Então, quando dizem a alguém, com muito medo de altura, para não olhar para baixo, desconfio da eficácia do conselho. Olhar para frente não diminuirá a altura, tampouco fará esquecer do perigo da queda. Os sinos continuam a tocar, nada é capaz de silenciar um som que nos acompanha. Segurar firme e seguir, mesmo com medo, me parece a melhor decisão. Fechar os olhos, imaginar caminhos livres e menos tortuosos ou ocultar o antigo não durará muito, o som nos diz que a altura existe. Então, olha, olha sim. Mesmo com medo. Olha; porque a possibilidade da queda não é a certeza dela. A altura é um risco, mas também o impulso para a subida, uma sombrinha para o equilíbrio na corda bamba.
- Já são seis horas!
O sol resistente no horizonte, uma gota de suor por baixo da blusa escorre do colo até a cintura. - É a hora da Ave Maria. Abaixou a cabeça em respeito e, finalmente, olhou para o chão. Da altura que tem medo, mas que precisa enfrentar, nunca se esquece, nem deixa de olhar. Os sinos chamam para o final do café. Vira a xícara e retoma a travessia da corda. Pronto. Agora segure firme e olhe para onde os olhos quiserem ir.
2 comentários:
Olá Amanda! O tempo vaga à Luz e eu divago à sombra. Em tese, olhando assim, teria tempo de sobra, mas a conta não fecha. Como não fecha com a memória. Gostei do texto, apesar de discordar da frase chave que o sustenta, talvez pela minha curiosidade ou da formação, sei lá.

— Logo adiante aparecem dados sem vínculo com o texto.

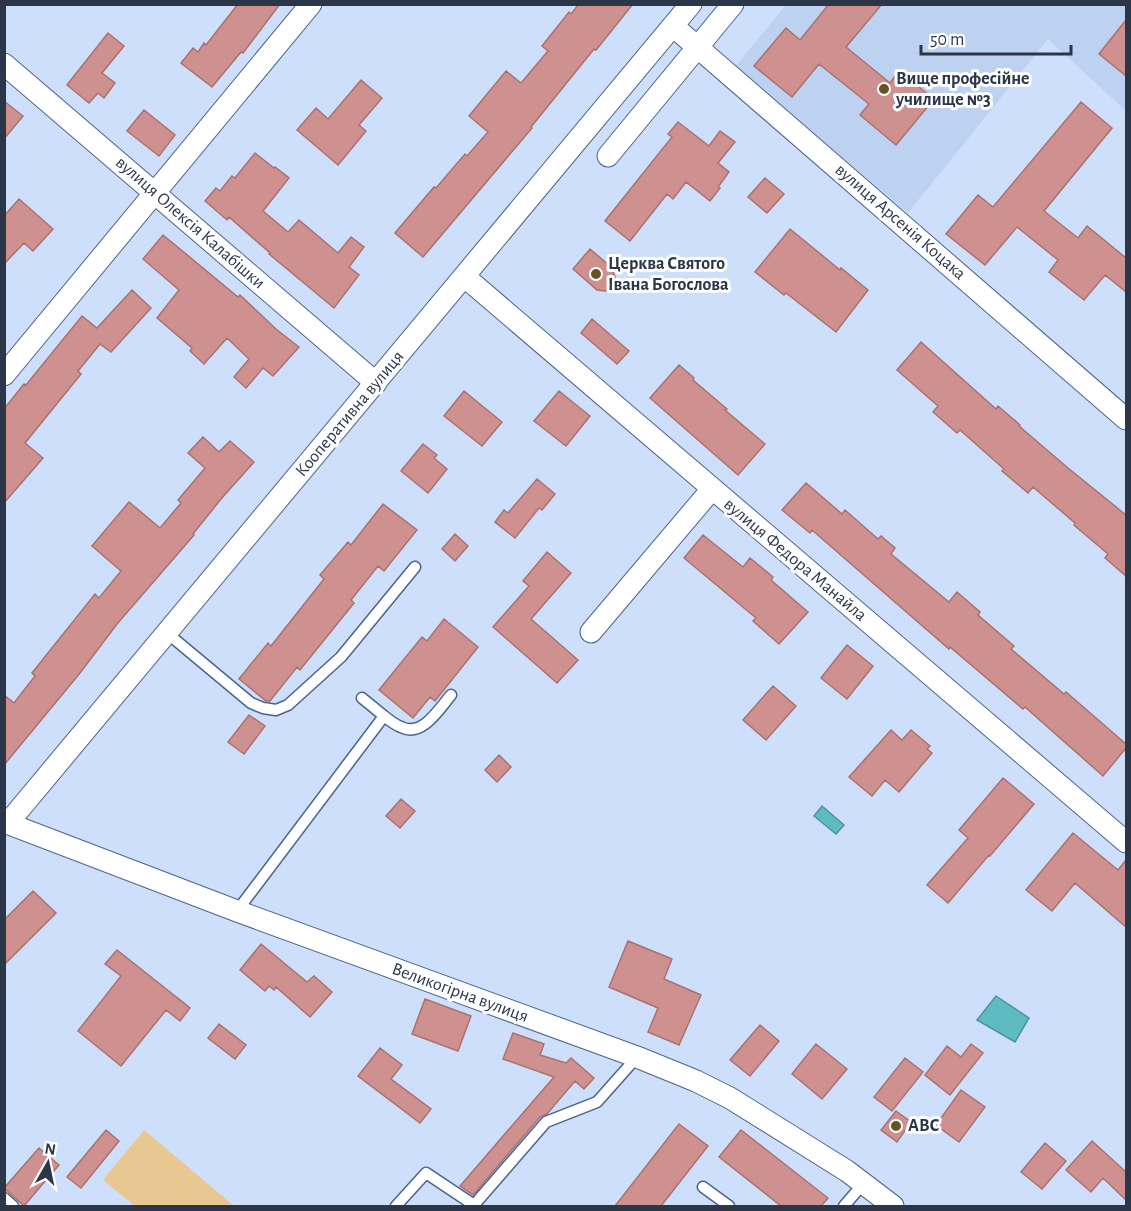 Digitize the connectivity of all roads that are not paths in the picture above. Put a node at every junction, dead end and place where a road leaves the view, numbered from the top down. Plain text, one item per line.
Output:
1 (311, 4) edge
2 (691, 4) edge
3 (733, 4) edge
4 (673, 26) junction
5 (698, 47) junction
6 (4, 63) edge
7 (608, 156) dead end
8 (155, 193) junction
9 (465, 277) junction
10 (4, 375) edge
11 (376, 383) junction
12 (1126, 419) edge
13 (712, 489) junction
14 (415, 567) dead end
15 (591, 632) dead end
16 (167, 633) junction
17 (451, 695) dead end
18 (362, 698) dead end
19 (384, 716) junction
20 (6, 823) edge
21 (1126, 842) edge
22 (237, 911) junction
23 (637, 1058) junction
24 (863, 1184) junction
25 (703, 1187) dead end
26 (4, 1198) edge
27 (13, 1206) edge
28 (396, 1206) edge
29 (729, 1206) edge
30 (844, 1206) edge
31 (893, 1206) edge

1 - 8 street
2 - 4 street, Кооперативна вулиця
3 - 5 street
4 - 5 street, вулиця Арсенія Коцака
4 - 9 street, Кооперативна вулиця
5 - 7 street
5 - 12 street, вулиця Арсенія Коцака
6 - 8 street, вулиця Олексія Калабішки
8 - 10 street
8 - 11 street, вулиця Олексія Калабішки
9 - 11 street, Кооперативна вулиця
9 - 13 street, вулиця Федора Манайла
11 - 16 street, Кооперативна вулиця
13 - 15 street
13 - 21 street, вулиця Федора Манайла
14 - 16 lane
16 - 20 street, Кооперативна вулиця
17 - 19 lane
18 - 19 lane
19 - 22 lane
20 - 22 street, Великогірна вулиця
22 - 23 street, Великогірна вулиця
23 - 24 street, Великогірна вулиця
23 - 28 lane
24 - 30 lane
24 - 31 street, Великогірна вулиця
25 - 29 lane
26 - 27 lane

E o medo, hem! O medo gera aquela descarga violenta de "adrenalina", onde nosso instinto de preservação animal grita de forma irritante - enfrente ou fuja - e dá energia suficiente para as duas situações, mas é complicado - aprendemos a sermos educados e engolirmos nossos medos - desta a forma a educação nos mata pouco a pouco. da próxima vez que tiver medo - grite, vá para cima, voe na jugular do medo, e que se dane o mundo, enfim morrer de medo não é só uma expressão - é uma confidência fisiológica - morremos de tudo, mas morremos muito mais de medo.

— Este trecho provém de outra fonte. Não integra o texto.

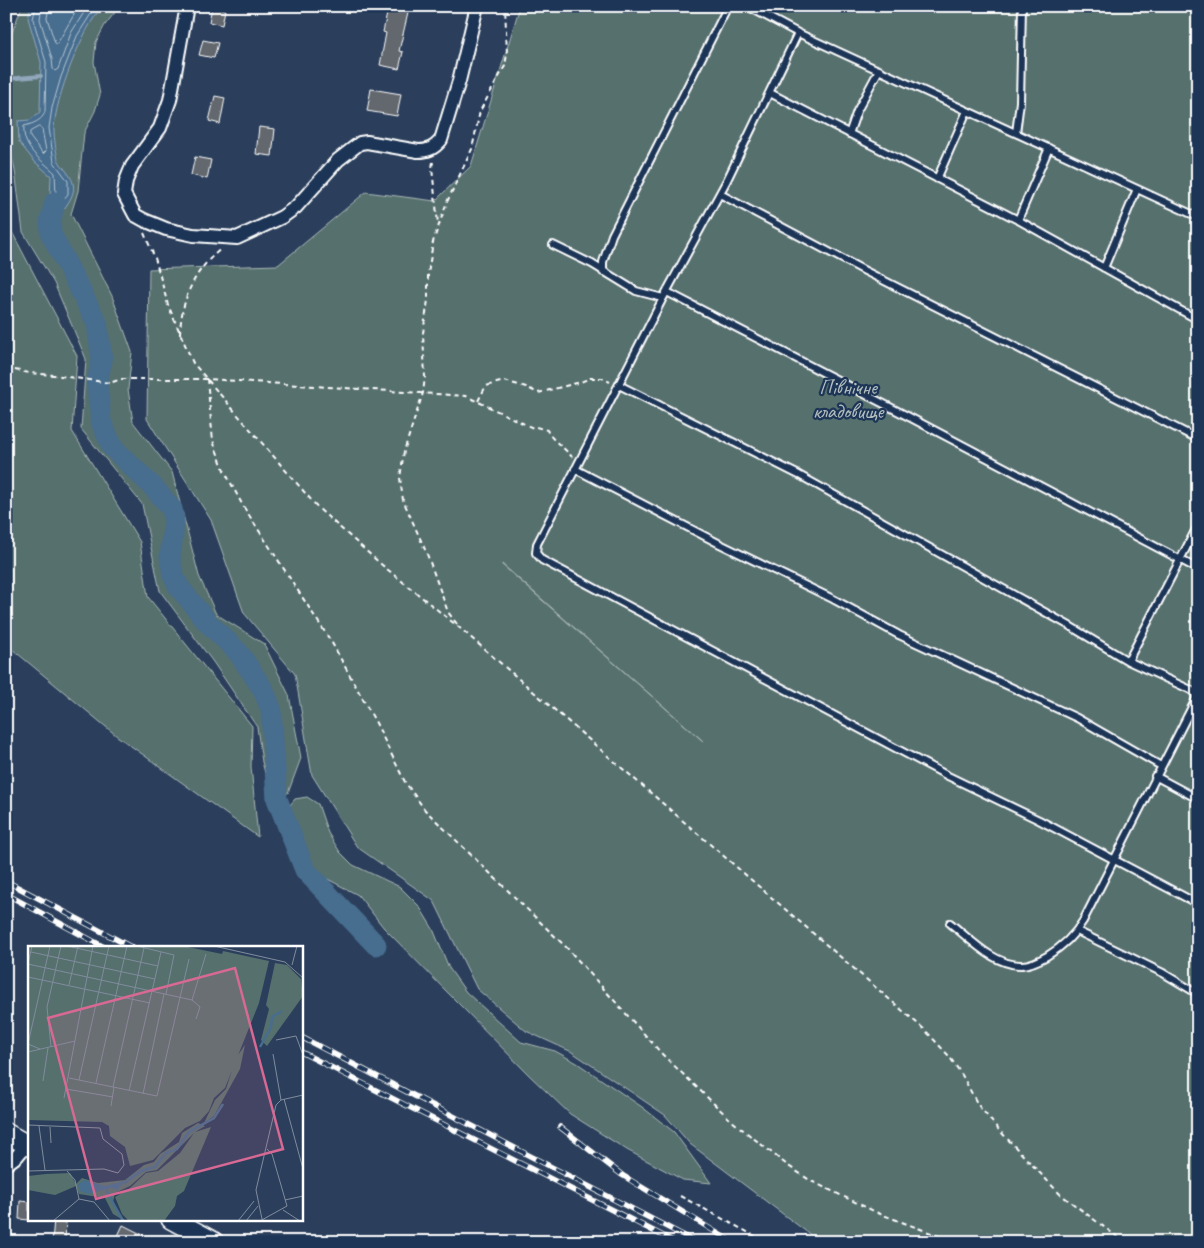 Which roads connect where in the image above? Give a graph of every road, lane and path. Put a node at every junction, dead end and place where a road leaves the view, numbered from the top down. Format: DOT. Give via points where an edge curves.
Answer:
graph roads {
  1 [pos="187,6"];
  2 [pos="477,6"];
  3 [pos="505,6"];
  4 [pos="728,6"];
  5 [pos="747,6"];
  6 [pos="1022,6"];
  7 [pos="1187,6"];
  8 [pos="1198,8"];
  9 [pos="798,33"];
  10 [pos="879,70"];
  11 [pos="770,92"];
  12 [pos="967,111"];
  13 [pos="1016,133"];
  14 [pos="849,134"];
  15 [pos="434,147"];
  16 [pos="1049,148"];
  17 [pos="937,179"];
  18 [pos="1137,189"];
  19 [pos="720,194"];
  20 [pos="135,215"];
  21 [pos="1198,217"];
  22 [pos="1018,220"];
  23 [pos="438,225"];
  24 [pos="237,238"];
  25 [pos="553,245"];
  26 [pos="1104,268"];
  27 [pos="604,272"];
  28 [pos="665,295"];
  29 [pos="1197,318"];
  30 [pos="180,335"];
  31 [pos="6,368"];
  32 [pos="207,379"];
  33 [pos="619,385"];
  34 [pos="422,393"];
  35 [pos="478,401"];
  36 [pos="1198,439"];
  37 [pos="575,469"];
  38 [pos="1198,525"];
  39 [pos="1180,559"];
  40 [pos="1198,569"];
  41 [pos="461,629"];
  42 [pos="1128,661"];
  43 [pos="1198,696"];
  44 [pos="1161,766"];
  45 [pos="1155,776"];
  46 [pos="1198,799"];
  47 [pos="1113,860"];
  48 [pos="1198,904"];
  49 [pos="950,923"];
  50 [pos="1077,930"];
  51 [pos="1198,994"];
  52 [pos="6,1133"];
  53 [pos="28,1145"];
  54 [pos="6,1164"];
  55 [pos="680,1196"];
  56 [pos="173,1220"];
  57 [pos="214,1242"];
  58 [pos="766,1242"];
  59 [pos="955,1242"];
  60 [pos="1124,1242"];
  1 -- 20 [label="street" via="170,100 160,128 132,166 126,181 124,194"];
  2 -- 15 [label="street" via="459,81 440,140"];
  3 -- 23 [label="path" via="507,54 504,66 480,111 472,149"];
  4 -- 27 [label="lane" via="612,235 603,262"];
  5 -- 9 [label="lane"];
  6 -- 13 [label="lane" via="1020,102"];
  7 -- 8 [label="lane"];
  9 -- 10 [label="lane"];
  9 -- 11 [label="lane"];
  10 -- 12 [label="lane"];
  10 -- 14 [label="lane" via="857,111"];
  11 -- 14 [label="lane"];
  11 -- 19 [label="lane"];
  12 -- 13 [label="lane"];
  12 -- 17 [label="lane"];
  13 -- 16 [label="lane"];
  14 -- 17 [label="lane"];
  15 -- 23 [label="path" via="432,168"];
  15 -- 24 [label="street" via="418,151 360,143 338,160 282,217"];
  16 -- 18 [label="lane"];
  16 -- 22 [label="lane"];
  17 -- 22 [label="lane"];
  18 -- 21 [label="lane"];
  18 -- 26 [label="lane"];
  19 -- 28 [label="lane"];
  19 -- 36 [label="lane" via="874,276"];
  20 -- 24 [label="street" via="166,230"];
  20 -- 30 [label="path" via="155,258"];
  22 -- 26 [label="lane"];
  23 -- 34 [label="path" via="430,259 423,332"];
  24 -- 30 [label="path" via="212,257 194,278 184,300"];
  25 -- 27 [label="lane"];
  26 -- 29 [label="lane"];
  27 -- 28 [label="lane" via="636,291"];
  28 -- 33 [label="lane"];
  28 -- 39 [label="lane" via="809,364"];
  30 -- 32 [label="path" via="194,363"];
  31 -- 32 [label="path" via="110,383 121,379"];
  32 -- 34 [label="path"];
  32 -- 41 [label="path" via="319,509"];
  32 -- 59 [label="path" via="213,441 224,470 243,506 332,643 405,782 425,810 568,949 663,1055 732,1121 811,1181 878,1213"];
  33 -- 35 [label="path" via="602,378 590,378 538,393 504,380 486,386"];
  33 -- 37 [label="lane"];
  33 -- 42 [label="lane" via="799,475"];
  34 -- 35 [label="path" via="466,396"];
  34 -- 41 [label="path" via="404,451 401,488 448,612"];
  35 -- 37 [label="path" via="532,428 547,430 551,439 575,461"];
  37 -- 44 [label="lane" via="900,635 1077,718"];
  37 -- 47 [label="lane" via="537,544 536,553 542,560"];
  38 -- 39 [label="lane"];
  39 -- 40 [label="lane"];
  39 -- 42 [label="lane"];
  41 -- 60 [label="path" via="925,1030 948,1056 978,1106 998,1129 1060,1194"];
  42 -- 43 [label="lane"];
  43 -- 44 [label="lane"];
  44 -- 45 [label="lane"];
  45 -- 46 [label="lane"];
  45 -- 47 [label="lane"];
  47 -- 48 [label="lane"];
  47 -- 50 [label="lane"];
  49 -- 50 [label="lane" via="991,956 1023,966 1056,950"];
  50 -- 51 [label="lane"];
  52 -- 53 [label="street"];
  53 -- 54 [label="street"];
  55 -- 58 [label="path"];
  56 -- 57 [label="street"];
}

Mas, enquanto degustamos aqui este expresso (gostei disto), há no texto a simplicidade do realismo fantástico de Borges - é dele este aforismo que aqui subscrevo (no meu tempo era assim - subscrevíamos - hoje copiamos e colamos):
"Somos nossa memória, somos esse quimérico museu de formas inconstantes, esse montão de espelhos rompidos." - Jorge Luis Borges
Assim, a protagonista vivencia o que a ciência denomina de Memória Episódica, que é sabidamente reconhecida como uma parte da memória de longo prazo que se refere à nossa aptidão em recuperar experiências pessoais vividas no nosso passado. Então, como pode verificar, a Biologia explica, mas não tira o brilho desta sensação única e pessoal da moça.
A memória de longo prazo tem outras duas subdivisões, sendo uma a Memória Semântica, onde uma quantia da memória de longo prazo cuida para formular as nossas ideias, conceitos e significados e a Memória Processual, onde uma quantia da memória de longo prazo que auxilia-nos a lembrar de como perpetrar os eventos. (Ex: dirigir, atender ao celular, usar o computador, ler seu blog, etc).
Hoje fui mais docente, sei lá, é o vício da memória - um abraço forte.
Que boa volta, Paulo! Nem sei se já disse (escrevi), mas suas visitas aqui são sempre muito ricas. E mesmo concordando ou não (como no caso), com a frase que fundamenta esse pequeno texto, você me trouxe Borges e essas explicações fabulosas da ciência, sobre memória (essa intrigante companheira que se ausenta quando mais precisamos e desenterra o que preferíamos esquecido). Para pessoas como eu, tudo é encantamento, mágica... mesmo a ciência. Obrigada pela visita ilustre!